Entries supplied: Begin

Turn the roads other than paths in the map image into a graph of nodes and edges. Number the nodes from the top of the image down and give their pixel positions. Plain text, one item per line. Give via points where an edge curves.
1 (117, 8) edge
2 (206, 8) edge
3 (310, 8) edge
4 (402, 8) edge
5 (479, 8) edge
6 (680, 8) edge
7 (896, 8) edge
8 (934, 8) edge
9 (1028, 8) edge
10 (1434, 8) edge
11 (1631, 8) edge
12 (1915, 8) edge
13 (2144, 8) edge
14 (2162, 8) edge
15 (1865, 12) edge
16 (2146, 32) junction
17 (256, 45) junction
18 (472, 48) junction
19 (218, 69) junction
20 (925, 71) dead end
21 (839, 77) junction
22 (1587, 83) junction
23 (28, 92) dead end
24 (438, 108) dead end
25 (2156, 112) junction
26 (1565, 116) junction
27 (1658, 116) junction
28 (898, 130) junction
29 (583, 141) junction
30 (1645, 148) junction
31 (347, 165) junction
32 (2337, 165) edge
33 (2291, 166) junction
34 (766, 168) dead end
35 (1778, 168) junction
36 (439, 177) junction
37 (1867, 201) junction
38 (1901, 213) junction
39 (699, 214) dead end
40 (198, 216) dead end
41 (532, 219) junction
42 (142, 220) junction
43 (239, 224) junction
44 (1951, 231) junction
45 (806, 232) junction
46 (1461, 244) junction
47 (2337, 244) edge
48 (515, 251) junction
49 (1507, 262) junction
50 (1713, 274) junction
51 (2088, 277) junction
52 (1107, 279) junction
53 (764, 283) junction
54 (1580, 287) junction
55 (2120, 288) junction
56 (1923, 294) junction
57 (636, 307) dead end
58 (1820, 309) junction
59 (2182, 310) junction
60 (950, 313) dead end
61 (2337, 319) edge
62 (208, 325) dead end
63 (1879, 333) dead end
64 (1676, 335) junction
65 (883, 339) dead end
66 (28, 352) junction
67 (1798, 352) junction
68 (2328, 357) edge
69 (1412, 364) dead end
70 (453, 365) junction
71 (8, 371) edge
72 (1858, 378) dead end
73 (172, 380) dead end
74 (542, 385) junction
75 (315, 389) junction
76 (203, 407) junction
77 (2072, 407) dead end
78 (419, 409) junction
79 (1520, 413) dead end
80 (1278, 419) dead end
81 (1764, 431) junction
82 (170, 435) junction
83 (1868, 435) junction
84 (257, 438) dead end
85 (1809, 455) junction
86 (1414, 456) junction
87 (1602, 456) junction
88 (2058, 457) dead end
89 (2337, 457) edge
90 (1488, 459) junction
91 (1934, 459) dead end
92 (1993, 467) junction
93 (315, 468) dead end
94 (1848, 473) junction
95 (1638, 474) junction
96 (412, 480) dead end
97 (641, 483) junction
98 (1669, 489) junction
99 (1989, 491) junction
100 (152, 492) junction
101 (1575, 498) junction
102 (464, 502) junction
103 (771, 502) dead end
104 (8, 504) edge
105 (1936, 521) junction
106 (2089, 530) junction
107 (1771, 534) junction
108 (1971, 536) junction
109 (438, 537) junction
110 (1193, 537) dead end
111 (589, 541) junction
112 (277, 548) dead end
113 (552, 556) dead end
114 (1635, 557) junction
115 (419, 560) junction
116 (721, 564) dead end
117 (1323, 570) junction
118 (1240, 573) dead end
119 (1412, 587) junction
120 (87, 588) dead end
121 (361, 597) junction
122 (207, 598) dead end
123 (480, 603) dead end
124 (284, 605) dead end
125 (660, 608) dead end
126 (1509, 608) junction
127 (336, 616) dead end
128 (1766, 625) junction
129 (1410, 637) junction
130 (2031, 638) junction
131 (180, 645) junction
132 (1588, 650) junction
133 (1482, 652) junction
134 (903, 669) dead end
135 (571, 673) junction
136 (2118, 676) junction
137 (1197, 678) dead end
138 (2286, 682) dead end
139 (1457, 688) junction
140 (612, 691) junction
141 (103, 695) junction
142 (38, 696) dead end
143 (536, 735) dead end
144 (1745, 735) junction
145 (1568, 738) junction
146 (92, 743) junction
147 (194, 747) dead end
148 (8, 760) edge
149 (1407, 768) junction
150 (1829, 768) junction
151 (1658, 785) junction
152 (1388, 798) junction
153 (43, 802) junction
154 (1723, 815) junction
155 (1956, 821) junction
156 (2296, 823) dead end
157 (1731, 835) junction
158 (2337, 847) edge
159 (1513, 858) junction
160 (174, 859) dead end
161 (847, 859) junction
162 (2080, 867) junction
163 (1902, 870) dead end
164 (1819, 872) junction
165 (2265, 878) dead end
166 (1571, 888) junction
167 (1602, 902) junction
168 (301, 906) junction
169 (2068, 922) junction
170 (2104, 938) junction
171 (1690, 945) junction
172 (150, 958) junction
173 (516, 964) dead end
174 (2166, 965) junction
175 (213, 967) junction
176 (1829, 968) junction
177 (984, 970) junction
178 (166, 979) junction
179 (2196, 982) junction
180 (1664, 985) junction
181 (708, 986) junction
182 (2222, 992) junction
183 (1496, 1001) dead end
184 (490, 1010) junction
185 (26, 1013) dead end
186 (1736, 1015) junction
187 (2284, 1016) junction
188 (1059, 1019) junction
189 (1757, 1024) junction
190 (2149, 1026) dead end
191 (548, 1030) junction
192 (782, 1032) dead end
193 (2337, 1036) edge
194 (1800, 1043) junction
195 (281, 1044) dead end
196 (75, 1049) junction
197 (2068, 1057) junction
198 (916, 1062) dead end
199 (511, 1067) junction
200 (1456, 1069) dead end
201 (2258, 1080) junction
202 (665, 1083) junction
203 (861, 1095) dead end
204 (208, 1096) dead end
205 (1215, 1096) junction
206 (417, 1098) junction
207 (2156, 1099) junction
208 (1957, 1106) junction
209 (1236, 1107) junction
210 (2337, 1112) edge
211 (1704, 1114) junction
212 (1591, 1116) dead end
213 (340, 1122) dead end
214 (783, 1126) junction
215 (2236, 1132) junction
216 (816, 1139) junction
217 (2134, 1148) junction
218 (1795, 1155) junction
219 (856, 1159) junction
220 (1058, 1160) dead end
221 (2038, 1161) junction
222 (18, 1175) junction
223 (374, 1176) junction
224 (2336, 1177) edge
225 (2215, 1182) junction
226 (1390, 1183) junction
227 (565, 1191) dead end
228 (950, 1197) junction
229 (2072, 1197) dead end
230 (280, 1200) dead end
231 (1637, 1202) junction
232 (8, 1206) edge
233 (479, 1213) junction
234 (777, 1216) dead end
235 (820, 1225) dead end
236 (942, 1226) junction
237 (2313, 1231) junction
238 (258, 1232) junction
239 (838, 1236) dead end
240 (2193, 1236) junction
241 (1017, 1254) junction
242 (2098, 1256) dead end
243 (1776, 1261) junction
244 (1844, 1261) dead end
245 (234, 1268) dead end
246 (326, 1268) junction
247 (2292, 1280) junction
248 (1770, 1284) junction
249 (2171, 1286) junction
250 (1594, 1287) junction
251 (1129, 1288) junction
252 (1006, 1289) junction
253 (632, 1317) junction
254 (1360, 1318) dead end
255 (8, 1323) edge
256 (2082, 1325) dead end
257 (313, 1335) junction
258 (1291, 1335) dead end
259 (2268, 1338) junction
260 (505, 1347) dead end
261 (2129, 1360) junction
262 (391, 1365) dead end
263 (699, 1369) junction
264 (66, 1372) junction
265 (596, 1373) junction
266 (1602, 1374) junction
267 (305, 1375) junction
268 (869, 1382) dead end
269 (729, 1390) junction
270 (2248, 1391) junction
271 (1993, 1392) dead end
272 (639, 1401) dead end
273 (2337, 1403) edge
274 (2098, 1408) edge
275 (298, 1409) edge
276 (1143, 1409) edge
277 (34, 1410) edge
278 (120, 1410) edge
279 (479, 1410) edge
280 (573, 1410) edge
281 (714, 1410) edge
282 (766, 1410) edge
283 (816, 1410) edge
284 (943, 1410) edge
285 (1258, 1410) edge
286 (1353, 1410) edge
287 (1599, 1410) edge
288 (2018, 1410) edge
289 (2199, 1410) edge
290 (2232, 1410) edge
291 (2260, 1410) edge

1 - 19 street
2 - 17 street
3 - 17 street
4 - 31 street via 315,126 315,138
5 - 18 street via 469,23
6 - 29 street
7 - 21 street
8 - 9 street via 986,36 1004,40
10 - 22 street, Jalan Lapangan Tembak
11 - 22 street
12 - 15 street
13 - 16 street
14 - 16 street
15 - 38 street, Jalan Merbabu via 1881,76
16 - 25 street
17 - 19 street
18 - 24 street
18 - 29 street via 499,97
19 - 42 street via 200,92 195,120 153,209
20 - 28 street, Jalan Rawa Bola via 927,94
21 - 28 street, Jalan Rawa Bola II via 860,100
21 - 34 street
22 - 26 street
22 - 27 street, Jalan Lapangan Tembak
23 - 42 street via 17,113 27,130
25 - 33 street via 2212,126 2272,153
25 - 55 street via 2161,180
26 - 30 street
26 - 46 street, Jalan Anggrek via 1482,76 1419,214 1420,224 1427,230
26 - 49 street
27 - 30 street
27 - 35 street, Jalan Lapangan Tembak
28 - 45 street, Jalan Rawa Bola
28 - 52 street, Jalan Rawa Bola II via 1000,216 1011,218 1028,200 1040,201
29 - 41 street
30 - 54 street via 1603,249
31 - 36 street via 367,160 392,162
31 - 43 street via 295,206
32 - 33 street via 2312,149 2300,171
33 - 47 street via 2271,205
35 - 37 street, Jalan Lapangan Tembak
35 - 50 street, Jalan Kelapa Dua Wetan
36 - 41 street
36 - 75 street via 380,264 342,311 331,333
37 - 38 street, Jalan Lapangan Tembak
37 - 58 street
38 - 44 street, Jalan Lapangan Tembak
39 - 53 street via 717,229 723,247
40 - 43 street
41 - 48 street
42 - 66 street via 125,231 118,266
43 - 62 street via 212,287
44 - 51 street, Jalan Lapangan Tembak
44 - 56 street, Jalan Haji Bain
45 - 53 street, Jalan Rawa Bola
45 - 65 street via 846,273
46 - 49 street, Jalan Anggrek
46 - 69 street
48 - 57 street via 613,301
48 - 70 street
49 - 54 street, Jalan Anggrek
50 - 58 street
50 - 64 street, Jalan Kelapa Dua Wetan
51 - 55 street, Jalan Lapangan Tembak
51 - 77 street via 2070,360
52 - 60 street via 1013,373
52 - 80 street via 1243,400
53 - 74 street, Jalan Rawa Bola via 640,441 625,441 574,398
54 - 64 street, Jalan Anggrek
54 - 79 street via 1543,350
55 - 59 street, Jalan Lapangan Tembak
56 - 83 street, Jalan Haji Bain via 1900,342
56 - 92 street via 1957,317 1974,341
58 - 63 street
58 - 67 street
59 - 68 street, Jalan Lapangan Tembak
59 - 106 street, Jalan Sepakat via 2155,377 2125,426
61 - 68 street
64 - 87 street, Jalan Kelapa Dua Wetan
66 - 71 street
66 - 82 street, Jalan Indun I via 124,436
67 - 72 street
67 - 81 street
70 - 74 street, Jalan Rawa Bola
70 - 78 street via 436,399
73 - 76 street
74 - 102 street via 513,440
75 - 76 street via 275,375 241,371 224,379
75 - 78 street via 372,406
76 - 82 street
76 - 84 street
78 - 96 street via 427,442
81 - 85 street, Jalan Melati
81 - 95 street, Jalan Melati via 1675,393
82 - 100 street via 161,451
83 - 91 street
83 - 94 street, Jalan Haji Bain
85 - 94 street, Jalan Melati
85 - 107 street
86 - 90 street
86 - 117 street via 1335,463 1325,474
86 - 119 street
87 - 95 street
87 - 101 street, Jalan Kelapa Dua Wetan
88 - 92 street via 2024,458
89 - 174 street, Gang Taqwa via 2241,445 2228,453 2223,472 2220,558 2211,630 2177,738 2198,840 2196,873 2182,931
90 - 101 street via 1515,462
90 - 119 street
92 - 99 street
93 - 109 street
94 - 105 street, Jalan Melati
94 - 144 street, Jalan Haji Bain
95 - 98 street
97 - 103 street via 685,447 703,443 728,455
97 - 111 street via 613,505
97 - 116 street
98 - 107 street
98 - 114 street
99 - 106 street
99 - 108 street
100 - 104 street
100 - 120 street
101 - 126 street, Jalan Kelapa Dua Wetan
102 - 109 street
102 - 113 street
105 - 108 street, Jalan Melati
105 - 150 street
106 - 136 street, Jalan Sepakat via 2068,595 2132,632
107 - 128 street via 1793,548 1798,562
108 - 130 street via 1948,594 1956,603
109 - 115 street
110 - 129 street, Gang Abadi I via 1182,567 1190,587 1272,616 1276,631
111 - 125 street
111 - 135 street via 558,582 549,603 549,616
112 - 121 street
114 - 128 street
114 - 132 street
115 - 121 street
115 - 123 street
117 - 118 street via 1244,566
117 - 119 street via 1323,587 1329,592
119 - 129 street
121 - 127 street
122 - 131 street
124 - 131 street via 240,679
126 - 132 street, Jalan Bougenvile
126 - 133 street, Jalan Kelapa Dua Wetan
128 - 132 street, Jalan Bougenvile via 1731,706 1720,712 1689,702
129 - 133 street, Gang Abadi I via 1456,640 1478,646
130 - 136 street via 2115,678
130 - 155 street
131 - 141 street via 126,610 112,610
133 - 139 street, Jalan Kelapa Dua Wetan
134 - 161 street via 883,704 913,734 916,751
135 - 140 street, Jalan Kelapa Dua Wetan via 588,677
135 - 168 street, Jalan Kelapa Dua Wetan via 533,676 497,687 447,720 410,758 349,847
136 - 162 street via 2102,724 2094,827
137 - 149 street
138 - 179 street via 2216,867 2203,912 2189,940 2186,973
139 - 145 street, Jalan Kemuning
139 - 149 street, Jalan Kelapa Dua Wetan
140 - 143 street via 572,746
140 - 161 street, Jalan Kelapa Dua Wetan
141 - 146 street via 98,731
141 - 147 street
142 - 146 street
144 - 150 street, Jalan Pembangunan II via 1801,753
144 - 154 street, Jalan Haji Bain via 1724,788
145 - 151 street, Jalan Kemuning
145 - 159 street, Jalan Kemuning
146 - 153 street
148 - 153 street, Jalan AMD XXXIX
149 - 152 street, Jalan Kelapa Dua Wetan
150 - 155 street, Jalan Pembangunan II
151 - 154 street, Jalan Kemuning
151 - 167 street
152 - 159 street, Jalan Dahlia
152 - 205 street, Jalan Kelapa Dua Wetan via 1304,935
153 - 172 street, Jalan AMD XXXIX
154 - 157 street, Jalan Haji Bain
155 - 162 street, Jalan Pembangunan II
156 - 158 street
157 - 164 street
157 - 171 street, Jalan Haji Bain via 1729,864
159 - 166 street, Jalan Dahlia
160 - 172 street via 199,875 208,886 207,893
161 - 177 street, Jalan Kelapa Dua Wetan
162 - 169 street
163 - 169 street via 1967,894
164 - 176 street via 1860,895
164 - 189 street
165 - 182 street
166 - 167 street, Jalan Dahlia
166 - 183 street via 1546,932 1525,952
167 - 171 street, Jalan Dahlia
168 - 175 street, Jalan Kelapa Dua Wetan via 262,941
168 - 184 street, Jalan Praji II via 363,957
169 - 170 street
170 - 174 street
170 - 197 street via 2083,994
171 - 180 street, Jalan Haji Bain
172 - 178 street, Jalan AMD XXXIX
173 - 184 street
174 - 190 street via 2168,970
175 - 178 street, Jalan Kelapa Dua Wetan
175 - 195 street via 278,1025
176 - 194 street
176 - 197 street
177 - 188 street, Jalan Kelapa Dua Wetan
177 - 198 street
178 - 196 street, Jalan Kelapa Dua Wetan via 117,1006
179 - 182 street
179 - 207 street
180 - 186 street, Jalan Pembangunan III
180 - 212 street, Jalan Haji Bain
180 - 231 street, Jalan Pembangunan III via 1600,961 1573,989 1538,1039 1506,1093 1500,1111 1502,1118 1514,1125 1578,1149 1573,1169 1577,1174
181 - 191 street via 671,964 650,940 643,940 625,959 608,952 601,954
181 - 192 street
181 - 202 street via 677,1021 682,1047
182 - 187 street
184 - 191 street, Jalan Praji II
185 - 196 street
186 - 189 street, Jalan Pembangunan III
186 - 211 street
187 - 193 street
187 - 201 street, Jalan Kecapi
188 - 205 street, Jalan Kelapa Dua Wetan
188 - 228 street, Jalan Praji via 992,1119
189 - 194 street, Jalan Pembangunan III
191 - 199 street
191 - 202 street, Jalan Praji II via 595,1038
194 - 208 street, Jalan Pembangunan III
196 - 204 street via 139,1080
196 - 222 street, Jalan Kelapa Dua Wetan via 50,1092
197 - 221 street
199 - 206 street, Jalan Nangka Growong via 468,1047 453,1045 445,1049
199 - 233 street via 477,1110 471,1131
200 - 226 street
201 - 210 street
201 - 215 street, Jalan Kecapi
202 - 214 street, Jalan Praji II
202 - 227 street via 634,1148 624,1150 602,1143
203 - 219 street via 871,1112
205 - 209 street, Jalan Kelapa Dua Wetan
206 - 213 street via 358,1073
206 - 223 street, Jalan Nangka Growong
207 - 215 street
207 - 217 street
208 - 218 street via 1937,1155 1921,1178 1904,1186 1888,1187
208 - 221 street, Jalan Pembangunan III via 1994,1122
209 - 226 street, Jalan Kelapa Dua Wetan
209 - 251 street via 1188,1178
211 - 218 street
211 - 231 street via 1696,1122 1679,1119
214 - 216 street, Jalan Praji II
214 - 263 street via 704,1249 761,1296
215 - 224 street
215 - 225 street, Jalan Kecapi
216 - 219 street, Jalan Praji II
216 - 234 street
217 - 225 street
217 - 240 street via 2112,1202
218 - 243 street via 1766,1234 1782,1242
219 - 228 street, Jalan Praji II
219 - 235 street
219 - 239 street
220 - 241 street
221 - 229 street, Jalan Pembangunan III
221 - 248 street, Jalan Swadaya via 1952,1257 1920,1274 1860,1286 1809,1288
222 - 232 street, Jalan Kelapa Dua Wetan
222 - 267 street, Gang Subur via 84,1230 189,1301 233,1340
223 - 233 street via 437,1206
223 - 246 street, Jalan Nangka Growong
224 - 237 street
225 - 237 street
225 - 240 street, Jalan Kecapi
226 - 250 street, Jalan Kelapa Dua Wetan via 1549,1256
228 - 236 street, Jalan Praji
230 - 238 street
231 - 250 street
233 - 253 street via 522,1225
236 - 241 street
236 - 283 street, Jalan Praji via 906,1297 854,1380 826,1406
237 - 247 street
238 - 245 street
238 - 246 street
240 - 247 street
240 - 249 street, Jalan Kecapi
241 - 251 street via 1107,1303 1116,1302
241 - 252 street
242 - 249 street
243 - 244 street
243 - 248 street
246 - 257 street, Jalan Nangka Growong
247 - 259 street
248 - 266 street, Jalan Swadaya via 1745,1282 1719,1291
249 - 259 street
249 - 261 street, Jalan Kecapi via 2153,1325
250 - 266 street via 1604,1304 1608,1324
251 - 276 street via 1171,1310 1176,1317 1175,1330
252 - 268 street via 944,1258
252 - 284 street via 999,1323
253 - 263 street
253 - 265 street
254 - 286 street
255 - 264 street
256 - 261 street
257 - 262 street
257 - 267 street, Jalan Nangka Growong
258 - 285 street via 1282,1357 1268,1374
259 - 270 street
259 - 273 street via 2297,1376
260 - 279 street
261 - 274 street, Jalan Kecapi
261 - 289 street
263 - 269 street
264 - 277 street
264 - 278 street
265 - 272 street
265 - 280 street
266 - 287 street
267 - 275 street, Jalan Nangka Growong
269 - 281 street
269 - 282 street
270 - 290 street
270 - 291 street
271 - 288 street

Entries supplied: End

What to produce:
State the number of lines in these entries that include the string "Lapangan". Provide nothing beyond that number.

Your solution:
10